WORK INSTRUCTIONS
Exactly as they appear, copy the lines of the listing from the one containing "thumb cmc: (357, 489)" through the final line, both included, and nothing else.

[[ PROVIDED DATA, beginning ]]

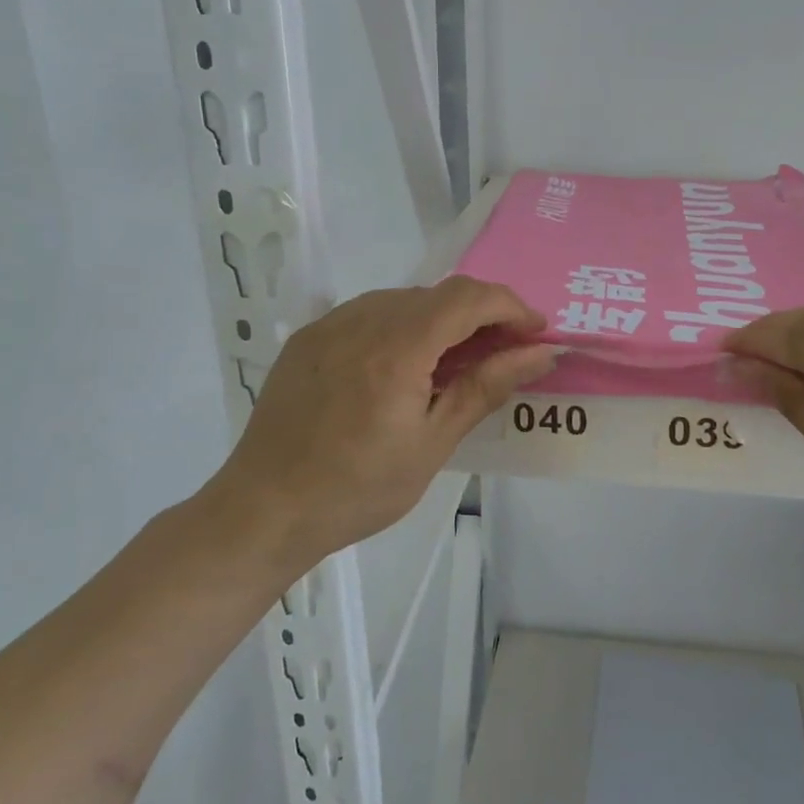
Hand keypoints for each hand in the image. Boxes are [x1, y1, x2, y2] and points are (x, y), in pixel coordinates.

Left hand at [206, 277, 555, 567]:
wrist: (264, 510)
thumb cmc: (357, 489)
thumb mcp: (432, 443)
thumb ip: (486, 387)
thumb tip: (540, 354)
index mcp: (397, 346)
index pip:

[[ PROVIDED DATA, end ]]

EXERCISE OUTPUT
thumb cmc: (357, 489)
thumb mcp: (432, 443)
thumb ip: (486, 387)
thumb tip: (540, 354)
index mcp: (397, 346)
index pip:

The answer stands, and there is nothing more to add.